As someone from the constituency in question, I have heard quite a few music trucks from the various parties, some with messages in between songs. All have one thing in common: they rattle windows and burglar bars, and cause car alarms to trip off. A couple weekends ago, around mid-afternoon, there was a constant droning sound overhead, which turned out to be a small plane dragging a banner that invited a vote for Ian Alleyne. On the ground, a megaphone blared: Vote for Ian Alleyne as your next Member of Parliament. That is one hell of a chilling sentence.
I haven’t seen any of the candidates yet, but that is not surprising. In all my decades of living in that area, the only time I ever saw a candidate was when Carlos John walked down my street. Herbert Volney came and went his zigzag way without ever once showing his face. One MP’s office was located on the Eastern Main Road, a minute’s walk from two streets that were plastered with abandoned, overgrown lots housing rotting cars, household appliances, refuse, and of course, vermin and mosquitoes. True, the closer street was almost impassable because one of the inhabitants had a garage of sorts and used the narrow street as his garage. Now that he has closed up shop, the other street, the one at the corner with the Bushe Street traffic lights, has taken over because people also think it is okay to park on both sides of the road, from the traffic lights all the way down to Maloney Street.
These two streets were the ones closest to the constituency office of the time and they were the worst eyesores—smelly, nasty, dumps that brought great distress to the community. Did it matter to the parliamentary representative?
It doesn’t matter how pushy our MPs are to have their faces plastered on TV screens and newspapers, most constituents will tell you that negligence is the norm. That is why Jack Warner was able to woo Chaguanas. He was an exception—because this neglect does not apply only to St Joseph. Remember the Express series which went all over the country and reported that most citizens complained that they never saw MPs, or councillors, except perhaps for election times?
I am not sure that citizens expect any great improvement on the service they get from their elected representatives, at any level. I honestly cannot think of any time I felt something had improved because of the work of anyone from that category.

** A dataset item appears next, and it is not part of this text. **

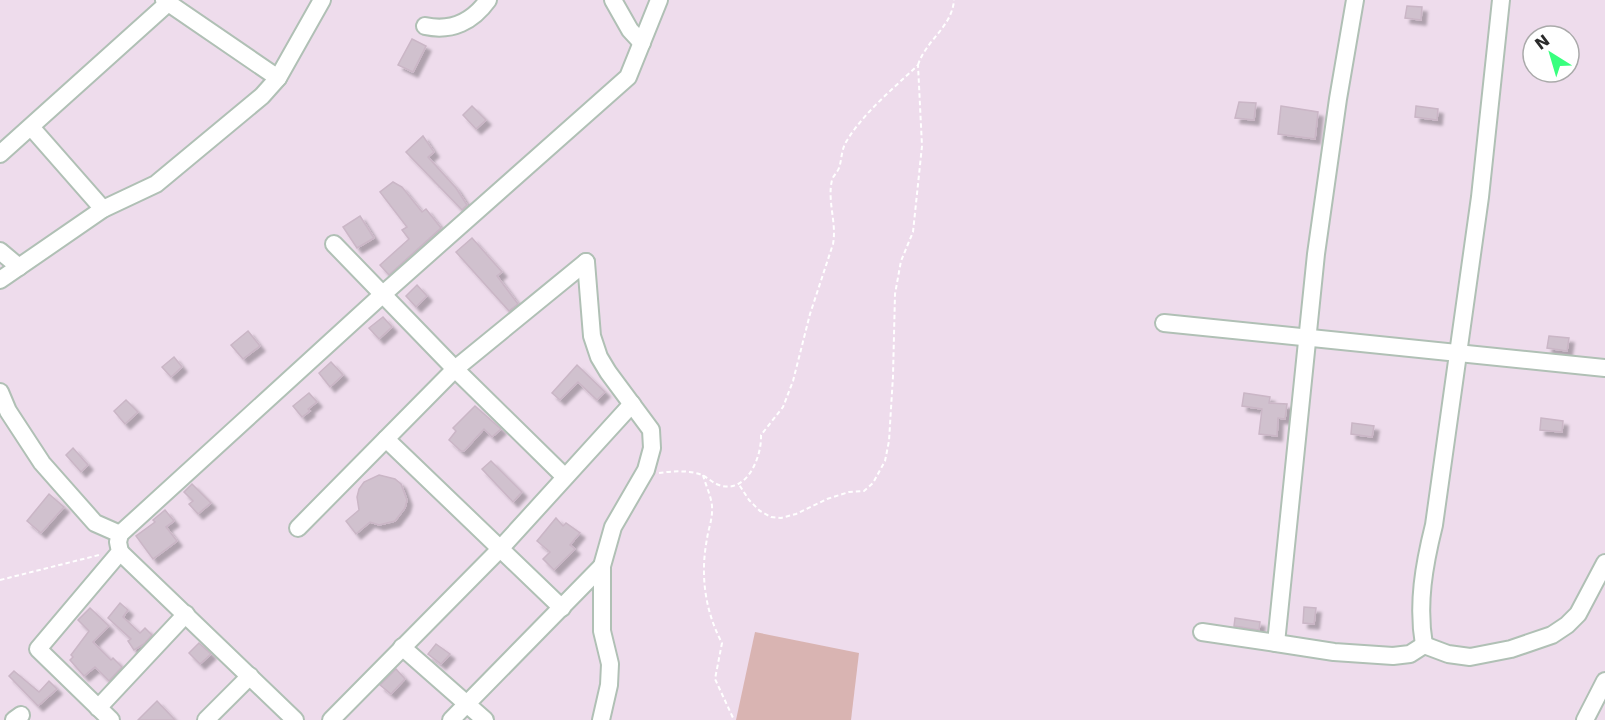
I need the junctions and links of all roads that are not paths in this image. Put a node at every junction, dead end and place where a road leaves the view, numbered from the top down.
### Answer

So what really galvanizes people to come out to vote?
Clearly, among the factors are issues that have to do with power, and control of resources, and the promise of jobs and other perks. Social scientists must be busy analysing this sort of thing.

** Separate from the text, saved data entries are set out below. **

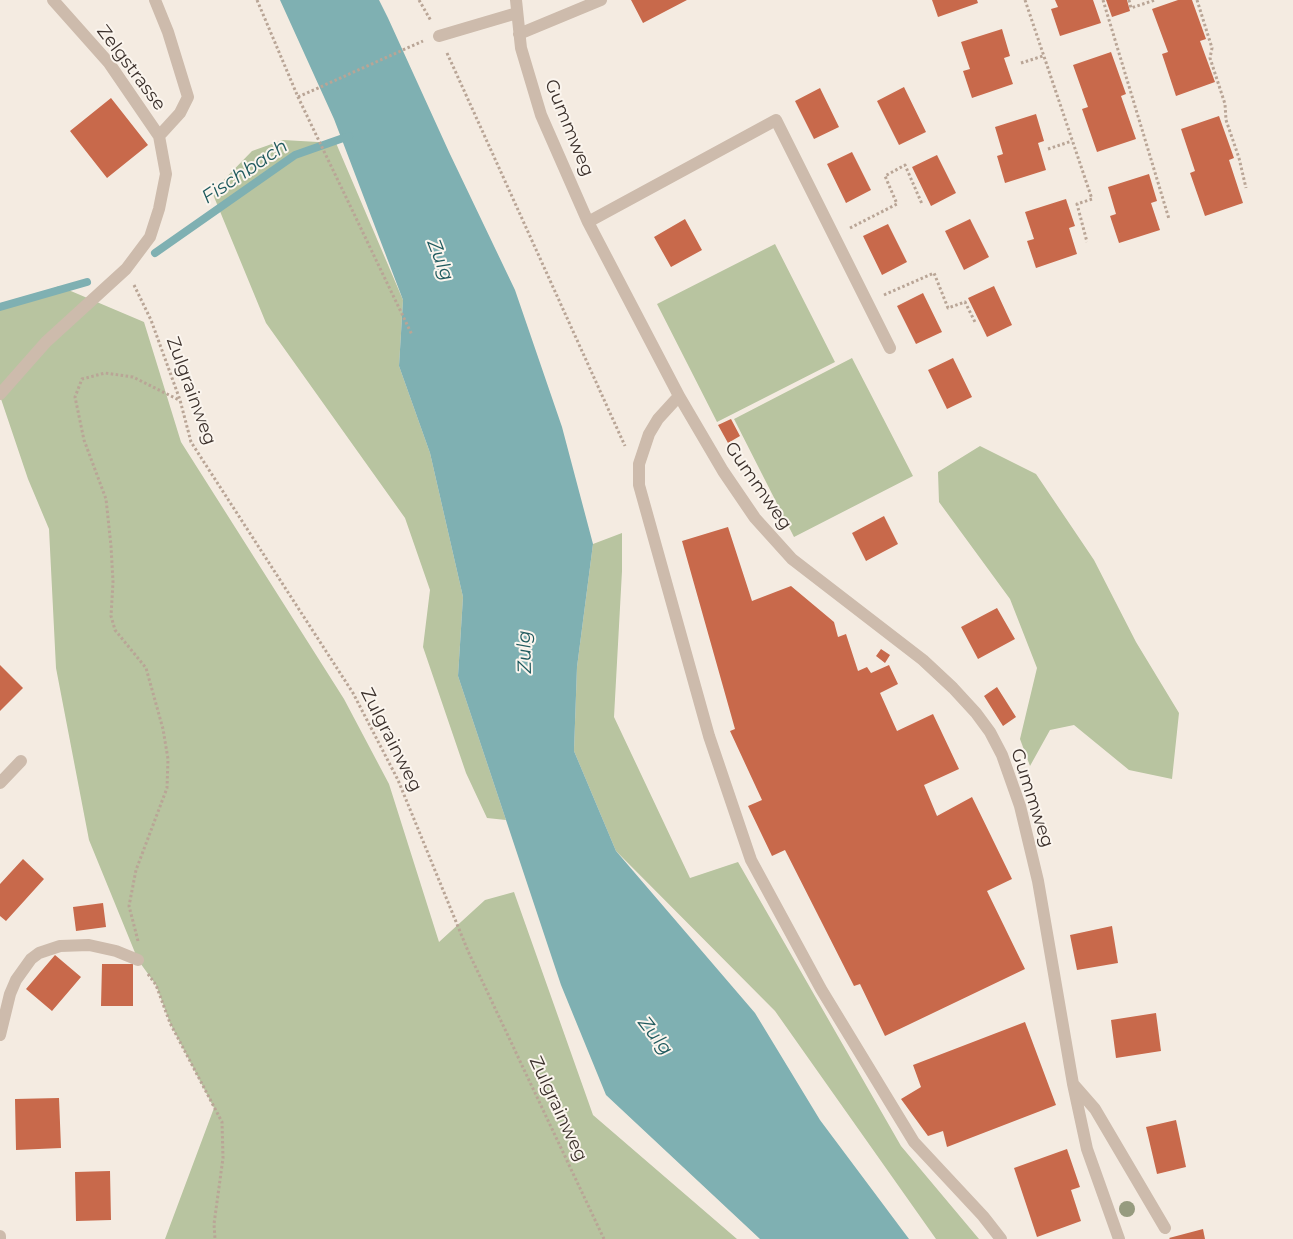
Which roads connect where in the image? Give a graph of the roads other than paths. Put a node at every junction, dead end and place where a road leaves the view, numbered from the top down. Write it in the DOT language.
graph roads {
  1 [pos="53,0"];
  2 [pos="155,0"];
  3 [pos="516,0"];
  4 [pos="601,0"];
  5 [pos="517,13"];
  6 [pos="519,34"];
  7 [pos="439,36"];
  8 [pos="159,136"];
  9 [pos="588,222"];
  10 [pos="890,348"];
  11 [pos="0,394"];
  12 [pos="679,396"];
  13 [pos="21,761"];
  14 [pos="0,783"];
  15 [pos="138,960"];
  16 [pos="0,1035"];
  17 [pos="1073,1084"];
  18 [pos="1165,1228"];
  19 [pos="1000,1239"];
  20 [pos="1119,1239"];
  1 -- 8 [label="street, Zelgstrasse"];
  2 -- 8 [label="street"];
  3 -- 5 [label="street, Gummweg"];
  4 -- 6 [label="street"];
  5 -- 6 [label="street, Gummweg"];
  5 -- 7 [label="street"];
  6 -- 9 [label="street, Gummweg"];
  8 -- 11 [label="street"];
  9 -- 10 [label="street"];
  9 -- 12 [label="street, Gummweg"];
  12 -- 17 [label="street, Gummweg"];
  12 -- 19 [label="street"];
  13 -- 14 [label="street"];
  15 -- 16 [label="street"];
  17 -- 18 [label="street"];
  17 -- 20 [label="street, Gummweg"];
}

I listened to a discussion which quickly turned emotional over the general political landscape and I was struck yet again by how much people invest their faith in politicians. The conversation had begun over the local government results, which everyone interpreted as a win for the PNM, a loss for the UNC, a nod to the ILP and a spit-out for the COP. It went like this.
In just three years the People’s Partnership has lost a lot of goodwill was one comment.

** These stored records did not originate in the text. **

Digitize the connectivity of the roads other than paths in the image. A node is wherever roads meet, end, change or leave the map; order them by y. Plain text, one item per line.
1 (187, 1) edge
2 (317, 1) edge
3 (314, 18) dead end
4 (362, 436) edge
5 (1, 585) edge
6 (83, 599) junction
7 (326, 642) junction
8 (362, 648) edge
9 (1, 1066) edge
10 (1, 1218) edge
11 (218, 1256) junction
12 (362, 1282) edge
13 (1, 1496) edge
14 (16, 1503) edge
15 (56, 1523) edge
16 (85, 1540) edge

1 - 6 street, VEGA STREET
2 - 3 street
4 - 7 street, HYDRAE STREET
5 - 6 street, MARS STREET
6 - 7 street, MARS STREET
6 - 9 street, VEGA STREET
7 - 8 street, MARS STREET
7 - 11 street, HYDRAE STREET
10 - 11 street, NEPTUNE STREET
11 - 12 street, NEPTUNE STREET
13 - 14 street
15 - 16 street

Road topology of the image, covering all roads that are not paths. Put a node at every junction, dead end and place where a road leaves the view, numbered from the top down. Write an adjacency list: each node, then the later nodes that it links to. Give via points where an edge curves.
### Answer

They are too corrupt was the response.
Yes, but they’re all the same. You think the PNM any better!
This came out so sharply that there was a momentary hush.
The PNM feel they own this country! Now that they smell a victory, they walking around already beating they chest!
The rage was coming from a woman in her late 60s, who seemed consumed by the vision of a triumphal PNM. And though it was not said, the tribal instincts had surfaced.
Her pragmatic argument was that if they were all the same; all expected to be corrupt, indifferent and self-serving, then what was the value of relinquishing the tribal upper hand currently held with the Partnership/UNC in government?
One response was that even if none of the candidates in this by-election has shown any attractive traits, the message can be sent via polls that the people are vigilant and always ready to vote them out.
That provoked another round of discussion about whether the idea of the one-term in office was the reason politicians went so greedily at the trough. Would they deliver more if they thought they had a longer shelf life?
Look at the history. The longer they stay, the more they feel the country is their back pocket.